Biliyorum çok gecikmiş bir iftar menüsü paylaştığımı sadece bloğumda kalması amacıyla sizlerlede paylaşmak istedim...Menüde neler vardı:

- Mercimek çorbası
- Et Sote
- Pilav
- Taze fasulye
- Kıymalı börek
- Revani
- Çikolatalı pasta
- İftariyelikler




Yeavrılarımmmmm sırtım ağrıyor boynum ağrıyor :))) boynumda düzleşme sırtımda fibromiyalji vardı 4 sene evvel ve yeniden nüksetti tekrar fizik tedavi ve biorezonans tedavisi uygulanmaya başlandı...Üzüntü stres gerginlik yasak ...ıslak saçla beklemek dışarı çıkmak yasak (bu tam bana göre banyo yapıp hemen ıslak saçla kuaföre gidiyorum:)) ve tabi masa başı işim olduğu için kesinlikle dik oturmam gerekiyormuş bu yüzdende duruş doğruluğu için demirli bir korse kullanıyorum omuzdan belime kadar...eeee bu hayatta onlar olmadan yaşamak ne mümkün...beni üzenler utansın dimi:))))neyse bu aralar o kadar dolu doluyumki....hergün biorezonans+fizik tedavi ...sonra haftanın üç günü koro :))) evet koro Türk Sanat Müziği Korusuna katıldım ahahahahah artık konserlerime beklerim....haftada 2 gün aerobik...sonra haftada üç gün plates e gidicem ona daha başlamadım sonra akşam dizilerim var sonra okumam gereken kitaplarım var sonra çalışmam gereken açıköğretim derslerim var offfffff en önemliside vermem gereken 5 kilo daha var:)))) bu arada termal dona pardon şorta başladım valla mucize bişi ...beni gören bi arkadaşım için tekrar sipariş verdik korse merkezine fiyatıda düşmüş ilgilenenler varsa alabilirler .....hatta arkadaşım üst yeleğinide istedi. Geçen seneden bu seneye tam 12 kilo verdim herkes hayret ediyor ...darısı zayıflamak isteyenlere diyeyim...64 den 58 lere indim mi tamamdır....

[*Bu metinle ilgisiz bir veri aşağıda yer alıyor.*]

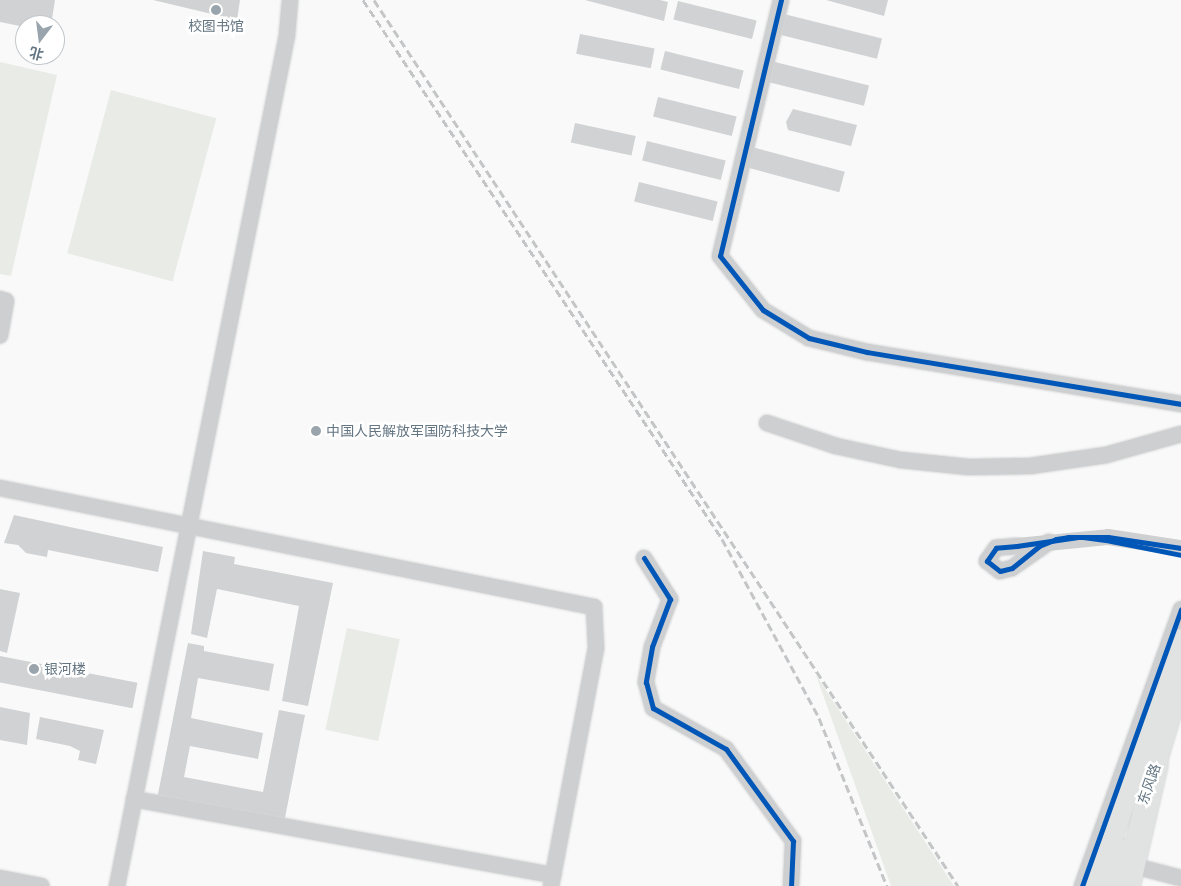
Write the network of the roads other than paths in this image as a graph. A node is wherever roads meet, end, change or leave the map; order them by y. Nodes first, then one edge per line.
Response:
1 (290, 0) edge
2 (781, 0) edge
3 (0, 299) edge
4 (0, 335) edge
5 (1181, 404) edge
6 (767, 423) dead end
7 (1181, 434) edge
8 (0, 488) edge
9 (188, 525) junction
10 (1083, 537) junction
11 (1181, 548) edge
12 (1181, 555) edge
13 (644, 558) dead end
14 (1181, 609) edge
15 (1181, 639) edge
16 (1181, 681) edge
17 (1181, 713) edge
18 (1147, 764) junction
19 (134, 799) junction
20 (1123, 806) junction
21 (1135, 877) edge
22 (0, 878) edge
23 (1181, 878) edge
24 (552, 881) edge
25 (41, 886) edge
26 (117, 886) edge
27 (791, 886) edge
28 (1082, 886) edge
29 (1087, 886) edge
30 (1096, 886) edge
31 (1114, 886) edge
32 (1136, 886) edge

1 - 9 street
2 - 5 street
3 - 4 street
6 - 7 street
8 - 9 street
9 - 19 street
9 - 24 street
10 - 10 street, bridge
10 - 11 street, bridge
10 - 12 street
13 - 27 street
14 - 28 street
15 - 18 main road, 东风路
16 - 18 main road, 东风路
17 - 21 street
18 - 20 main road
18 - 21 highway
18 - 31 main road, 东风路
19 - 24 street
19 - 26 street
20 - 29 street
20 - 30 main road
21 - 23 street
21 - 32 street
22 - 25 street

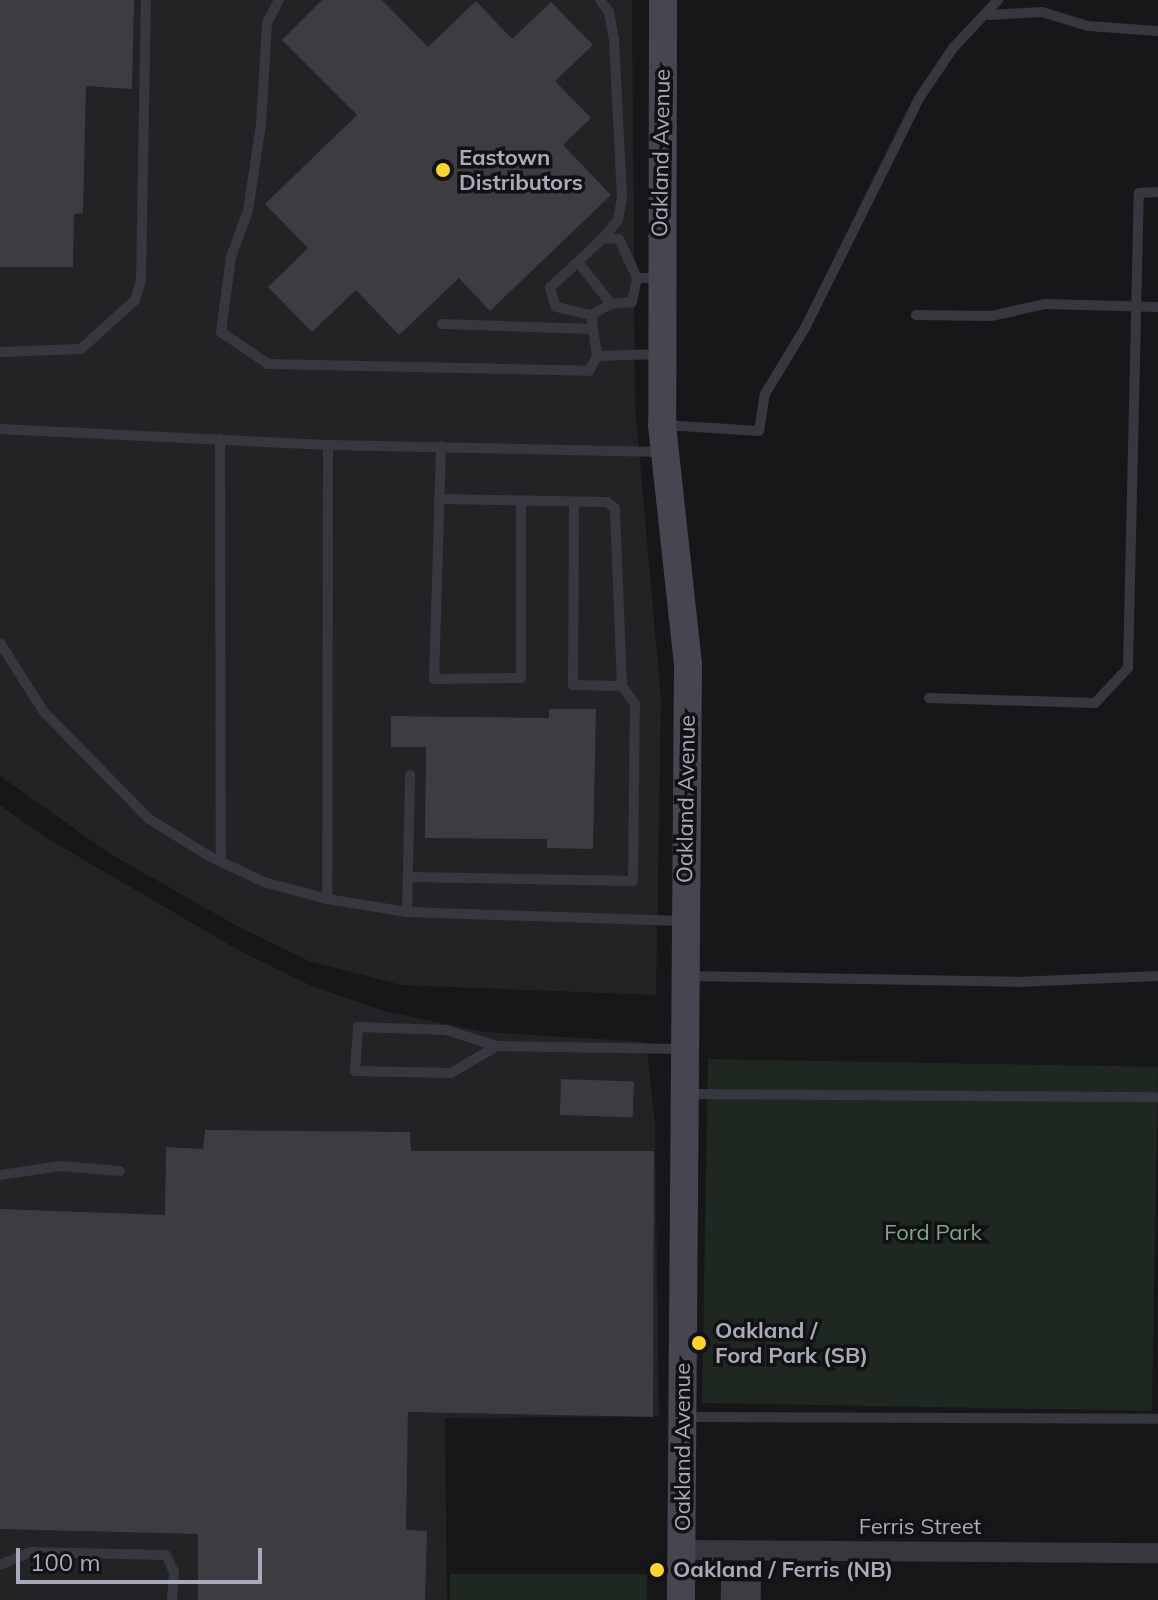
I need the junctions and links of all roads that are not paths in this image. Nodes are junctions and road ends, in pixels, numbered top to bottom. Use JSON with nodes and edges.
{"nodes":[{"id":1,"x":146,"y":0,"type":"edge"},
{"id":2,"x":279,"y":0,"type":"edge"},
{"id":3,"x":600,"y":0,"type":"edge"},
{"id":4,"x":663,"y":0,"type":"edge"},
{"id":5,"x":998,"y":0,"type":"edge"},
{"id":6,"x":989,"y":15,"type":"junction"},
{"id":7,"x":1158,"y":31,"type":"edge"},
{"id":8,"x":1158,"y":192,"type":"edge"},
{"id":9,"x":603,"y":238,"type":"junction"},
{"id":10,"x":578,"y":262,"type":"junction"},
{"id":11,"x":648,"y":278,"type":"junction"},
{"id":12,"x":611,"y":304,"type":"junction"},
{"id":13,"x":1158,"y":307,"type":"edge"},
{"id":14,"x":1137,"y":308,"type":"junction"},
{"id":15,"x":591,"y":315,"type":"junction"},
{"id":16,"x":916,"y":315,"type":"dead end"},
{"id":17,"x":442,"y":324,"type":"dead end"},
{"id":18,"x":593,"y":329,"type":"junction"},
{"id":19,"x":0,"y":352,"type":"edge"},
{"id":20,"x":662,"y":354,"type":"junction"},
{"id":21,"x":597,"y":356,"type":"junction"},
{"id":22,"x":0,"y":429,"type":"edge"},
{"id":23,"x":663,"y":438,"type":"junction"},
{"id":24,"x":220,"y":439,"type":"junction"},
{"id":25,"x":328,"y":445,"type":"junction"},
{"id":26,"x":441,"y":446,"type":"junction"},
{"id":27,"x":439,"y":499,"type":"junction"},
{"id":28,"x":521,"y":500,"type":"junction"},
{"id":29,"x":574,"y":502,"type":"junction"},
{"id":30,"x":0,"y":643,"type":"edge"},
{"id":31,"x":622,"y":686,"type":"junction"},
{"id":32,"x":929,"y":698,"type":"dead end"},
{"id":33,"x":410,"y":775,"type":"dead end"},
{"id":34,"x":221,"y":862,"type":"junction"},
{"id":35,"x":408,"y":877,"type":"junction"},
{"id":36,"x":327,"y":899,"type":"junction"},
{"id":37,"x":407,"y":912,"type":"junction"},
{"id":38,"x":684,"y":921,"type":"junction"},
{"id":39,"x":684,"y":976,"type":"junction"},
{"id":40,"x":1158,"y":976,"type":"edge"},
{"id":41,"x":497,"y":1046,"type":"junction"},
{"id":42,"x":683,"y":1049,"type":"junction"},
{"id":43,"x":683,"y":1094,"type":"junction"},
{"id":44,"x":1158,"y":1097,"type":"edge"},
{"id":45,"x":120,"y":1171,"type":"dead end"},
{"id":46,"x":0,"y":1175,"type":"edge"},
{"id":47,"x":683,"y":1417,"type":"junction"},
{"id":48,"x":1158,"y":1419,"type":"edge"},
{"id":49,"x":682,"y":1550,"type":"junction"},
{"id":50,"x":1158,"y":1553,"type":"edge"},
{"id":51,"x":0,"y":1565,"type":"edge"},
{"id":52,"x":172,"y":1600,"type":"edge"},
{"id":53,"x":681,"y":1600,"type":"edge"}],
"edges":[{"from":1,"to":19,"type":"lane"},
{"from":2,"to":21,"type":"lane"},
{"from":3,"to":9,"type":"lane"},
{"from":4,"to":11,"type":"street","name":"Oakland Avenue"},
{"from":5,"to":6,"type":"lane"},
{"from":6,"to":7,"type":"lane"},
{"from":6,"to":23,"type":"lane"},
{"from":8,"to":14,"type":"lane"},
{"from":9,"to":10,"type":"lane"},
{"from":9,"to":11,"type":"lane"},
{"from":10,"to":12,"type":"lane"},
{"from":10,"to":15,"type":"lane"},
{"from":11,"to":12,"type":"lane"},
{"from":11,"to":20,"type":"street","name":"Oakland Avenue"},
{"from":12,"to":15,"type":"lane"},
{"from":13,"to":14,"type":"lane"},
{"from":14,"to":16,"type":"lane"},
{"from":14,"to":32,"type":"lane"},
{"from":15,"to":18,"type":"lane"},
{"from":17,"to":18,"type":"lane"},
{"from":18,"to":21,"type":"lane"},
{"from":20,"to":21,"type":"lane"},
{"from":20,"to":23,"type":"street","name":"Oakland Avenue"},
{"from":22,"to":24,"type":"lane"},
{"from":23,"to":26,"type":"lane"},
{"from":23,"to":38,"type":"street","name":"Oakland Avenue"},
{"from":24,"to":25,"type":"lane"},
{"from":24,"to":34,"type":"lane"},
{"from":25,"to":26,"type":"lane"},
{"from":25,"to":36,"type":"lane"},
{"from":26,"to":27,"type":"lane"},
{"from":27,"to":28,"type":"lane"},
{"from":27,"to":28,"type":"lane"},
{"from":28,"to":29,"type":"lane"},
{"from":29,"to":31,"type":"lane"},
{"from":29,"to":31,"type":"lane"},
{"from":30,"to":34,"type":"lane"},
{"from":31,"to":35,"type":"lane"},
{"from":33,"to":35,"type":"lane"},
{"from":34,"to":36,"type":"lane"},
{"from":35,"to":37,"type":"lane"},
{"from":36,"to":37,"type":"lane"},
{"from":37,"to":38,"type":"lane"},
{"from":38,"to":39,"type":"street","name":"Oakland Avenue"},
{"from":39,"to":40,"type":"lane"},
{"from":39,"to":42,"type":"street","name":"Oakland Avenue"},
{"from":41,"to":41,"type":"lane"},
{"from":41,"to":42,"type":"lane"},
{"from":42,"to":43,"type":"street","name":"Oakland Avenue"},
{"from":43,"to":44,"type":"lane"},
{"from":43,"to":47,"type":"street","name":"Oakland Avenue"},
{"from":45,"to":46,"type":"lane"},
{"from":47,"to":48,"type":"lane"},
{"from":47,"to":49,"type":"street","name":"Oakland Avenue"},
{"from":49,"to":50,"type":"street","name":"Ferris Street"},
{"from":49,"to":53,"type":"street","name":"Oakland Avenue"},
{"from":51,"to":52,"type":"lane"}]}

Bu aralar uyuşuk ve üşengeç biri oldum çıktım:)) cumartesi bütün gün evde pinekledim akşam canım arkadaşım özlem aradı yemek hazırlıyoruz gel die gelirsin gelmezsin derken kızdı bana bende fesleğenli makarna yapıyordum aldım gittim makarnamla:))) ...pazar gün 12ye kadar uyudum:))) sonra bakırköye gittim capacity de arkadaşımla buluştum ve kahvaltı yaptık gezdik dolaştık ordan çıktım başka bi ark davet etti nişanlısıyla maç seyrediyorlardı mecidiyeköyde birazda onlara takıldım sonra gün bitti ben evin yolunu buldum nihayet:)))) Bugünde yeni bir hafta yeni bir gün :))) Şimdi kargo şirketini arayıp Zerrinimle Sevgili Ayçanın Rahmetli Esramız için başlatmış oldukları kampanya için kitaplarımı yollucam....Umarım sizlerde duyarlı davranarak Esramızın adını yaşatmamıza yardımcı olursunuz....
Hepinizi öpüyorum çokkkk güzel bir hafta geçirmenizi diliyorum...Sevgilerimle yeavrılarımmmmm

14 Ekim 2008 Salı

ŞERMİNİMİN DAVETİ

Hani dostlar vardır akrabalardan bile çokçok daha yakın hissedersiniz..Şerminde benim için öyle 8 yıldır dost,aile,arkadaş ve kardeş benim için.....Haftasonu şerminimin zahmetlerle hazırladığı güzel lezzetleri şen kahkahalarla birleşince muhteşem bir cumartesi akşamı yaşandı:))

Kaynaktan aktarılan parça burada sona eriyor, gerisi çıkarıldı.